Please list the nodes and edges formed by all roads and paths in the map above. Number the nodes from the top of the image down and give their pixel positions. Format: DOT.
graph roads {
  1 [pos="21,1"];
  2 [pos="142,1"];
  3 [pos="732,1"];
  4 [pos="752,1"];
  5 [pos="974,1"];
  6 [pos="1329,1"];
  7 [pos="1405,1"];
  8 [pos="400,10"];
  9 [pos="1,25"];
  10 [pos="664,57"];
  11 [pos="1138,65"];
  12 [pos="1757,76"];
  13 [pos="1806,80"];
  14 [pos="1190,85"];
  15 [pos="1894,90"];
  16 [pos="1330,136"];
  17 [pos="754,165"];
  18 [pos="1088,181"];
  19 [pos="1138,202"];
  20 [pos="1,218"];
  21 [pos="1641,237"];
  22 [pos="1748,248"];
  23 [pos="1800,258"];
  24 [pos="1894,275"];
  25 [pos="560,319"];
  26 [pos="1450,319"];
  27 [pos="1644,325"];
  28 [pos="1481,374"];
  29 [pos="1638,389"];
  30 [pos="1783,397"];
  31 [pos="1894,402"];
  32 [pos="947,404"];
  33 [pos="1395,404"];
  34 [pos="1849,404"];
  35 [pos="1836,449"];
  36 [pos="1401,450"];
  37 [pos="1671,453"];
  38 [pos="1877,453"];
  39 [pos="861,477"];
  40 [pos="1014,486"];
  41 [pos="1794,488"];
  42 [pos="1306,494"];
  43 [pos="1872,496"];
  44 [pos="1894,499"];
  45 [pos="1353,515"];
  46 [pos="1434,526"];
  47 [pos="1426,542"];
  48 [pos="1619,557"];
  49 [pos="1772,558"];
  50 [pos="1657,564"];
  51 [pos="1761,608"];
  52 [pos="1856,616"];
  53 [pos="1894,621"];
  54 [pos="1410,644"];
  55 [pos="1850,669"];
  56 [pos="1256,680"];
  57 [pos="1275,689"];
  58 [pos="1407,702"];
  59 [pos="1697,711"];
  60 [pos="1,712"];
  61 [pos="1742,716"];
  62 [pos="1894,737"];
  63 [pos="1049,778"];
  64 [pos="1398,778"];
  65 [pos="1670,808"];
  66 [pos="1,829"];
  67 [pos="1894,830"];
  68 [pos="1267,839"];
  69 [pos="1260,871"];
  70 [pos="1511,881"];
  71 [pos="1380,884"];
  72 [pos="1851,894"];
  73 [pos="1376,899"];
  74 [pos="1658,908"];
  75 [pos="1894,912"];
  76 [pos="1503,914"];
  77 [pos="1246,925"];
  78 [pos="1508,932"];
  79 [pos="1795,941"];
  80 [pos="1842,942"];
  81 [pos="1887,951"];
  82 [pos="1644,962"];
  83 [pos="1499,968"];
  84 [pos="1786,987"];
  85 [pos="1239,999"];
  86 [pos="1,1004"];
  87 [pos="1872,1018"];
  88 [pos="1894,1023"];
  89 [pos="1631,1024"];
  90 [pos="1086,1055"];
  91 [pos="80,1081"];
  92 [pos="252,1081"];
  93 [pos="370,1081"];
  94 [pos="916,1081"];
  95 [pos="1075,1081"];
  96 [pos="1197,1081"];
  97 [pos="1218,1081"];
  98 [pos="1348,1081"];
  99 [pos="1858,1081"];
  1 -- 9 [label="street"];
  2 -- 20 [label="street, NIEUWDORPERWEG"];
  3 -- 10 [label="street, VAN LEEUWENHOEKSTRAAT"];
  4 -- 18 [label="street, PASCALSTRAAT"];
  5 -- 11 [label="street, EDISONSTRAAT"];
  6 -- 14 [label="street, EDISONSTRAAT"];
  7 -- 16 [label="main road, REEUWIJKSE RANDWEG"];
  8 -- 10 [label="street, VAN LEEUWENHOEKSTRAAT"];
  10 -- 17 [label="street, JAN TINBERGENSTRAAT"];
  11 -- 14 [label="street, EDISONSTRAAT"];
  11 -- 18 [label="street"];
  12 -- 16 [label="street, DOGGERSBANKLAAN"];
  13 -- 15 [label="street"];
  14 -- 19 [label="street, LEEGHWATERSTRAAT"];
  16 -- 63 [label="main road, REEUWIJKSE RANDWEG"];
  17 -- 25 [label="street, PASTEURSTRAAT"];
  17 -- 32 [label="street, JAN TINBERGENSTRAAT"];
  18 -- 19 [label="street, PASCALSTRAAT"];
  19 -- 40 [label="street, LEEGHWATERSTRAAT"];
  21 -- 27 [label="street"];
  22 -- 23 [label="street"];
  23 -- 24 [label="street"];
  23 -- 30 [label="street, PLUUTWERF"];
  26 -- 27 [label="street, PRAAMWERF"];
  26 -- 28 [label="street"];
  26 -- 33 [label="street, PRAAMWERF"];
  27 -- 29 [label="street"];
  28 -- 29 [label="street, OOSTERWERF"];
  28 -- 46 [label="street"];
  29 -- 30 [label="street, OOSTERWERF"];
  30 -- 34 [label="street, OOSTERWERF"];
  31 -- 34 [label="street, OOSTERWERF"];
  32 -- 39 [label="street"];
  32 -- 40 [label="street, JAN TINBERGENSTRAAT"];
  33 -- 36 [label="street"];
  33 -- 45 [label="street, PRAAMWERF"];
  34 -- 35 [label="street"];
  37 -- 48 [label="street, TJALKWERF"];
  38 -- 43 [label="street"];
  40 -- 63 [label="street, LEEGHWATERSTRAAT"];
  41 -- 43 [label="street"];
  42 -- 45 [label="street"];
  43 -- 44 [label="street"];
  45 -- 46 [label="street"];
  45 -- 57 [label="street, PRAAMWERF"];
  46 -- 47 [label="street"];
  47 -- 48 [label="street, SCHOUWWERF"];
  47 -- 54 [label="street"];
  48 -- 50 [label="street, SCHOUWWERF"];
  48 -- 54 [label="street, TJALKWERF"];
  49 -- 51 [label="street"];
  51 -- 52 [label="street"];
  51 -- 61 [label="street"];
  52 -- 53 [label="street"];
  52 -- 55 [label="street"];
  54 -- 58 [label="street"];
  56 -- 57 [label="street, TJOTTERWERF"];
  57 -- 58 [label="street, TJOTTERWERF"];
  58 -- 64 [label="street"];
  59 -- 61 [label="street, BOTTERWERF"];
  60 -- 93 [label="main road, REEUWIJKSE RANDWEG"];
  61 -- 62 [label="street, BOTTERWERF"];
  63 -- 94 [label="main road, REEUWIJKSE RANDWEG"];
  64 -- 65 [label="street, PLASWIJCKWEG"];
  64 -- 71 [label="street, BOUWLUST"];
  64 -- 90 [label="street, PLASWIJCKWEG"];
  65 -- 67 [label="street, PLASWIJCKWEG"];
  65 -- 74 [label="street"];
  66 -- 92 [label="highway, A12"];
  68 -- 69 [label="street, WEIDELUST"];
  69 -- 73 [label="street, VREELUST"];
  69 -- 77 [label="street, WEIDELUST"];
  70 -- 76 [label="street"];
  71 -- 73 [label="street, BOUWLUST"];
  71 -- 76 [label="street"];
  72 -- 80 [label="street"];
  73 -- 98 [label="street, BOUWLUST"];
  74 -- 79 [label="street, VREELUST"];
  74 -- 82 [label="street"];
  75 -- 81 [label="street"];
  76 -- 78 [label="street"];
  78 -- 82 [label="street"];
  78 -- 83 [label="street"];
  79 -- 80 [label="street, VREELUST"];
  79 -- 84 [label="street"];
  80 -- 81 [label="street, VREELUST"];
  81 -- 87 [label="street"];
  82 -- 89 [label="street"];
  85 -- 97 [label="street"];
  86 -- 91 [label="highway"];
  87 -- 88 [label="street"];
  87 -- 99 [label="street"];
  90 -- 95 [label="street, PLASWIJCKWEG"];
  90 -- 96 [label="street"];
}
----------------------------------------
What you need to do:
From the records, copy every line that has the string "TINBERGENSTRAAT" in it.

Solution to the problem:
  10 -- 17 [label="street, JAN TINBERGENSTRAAT"];
  17 -- 32 [label="street, JAN TINBERGENSTRAAT"];
  32 -- 40 [label="street, JAN TINBERGENSTRAAT"];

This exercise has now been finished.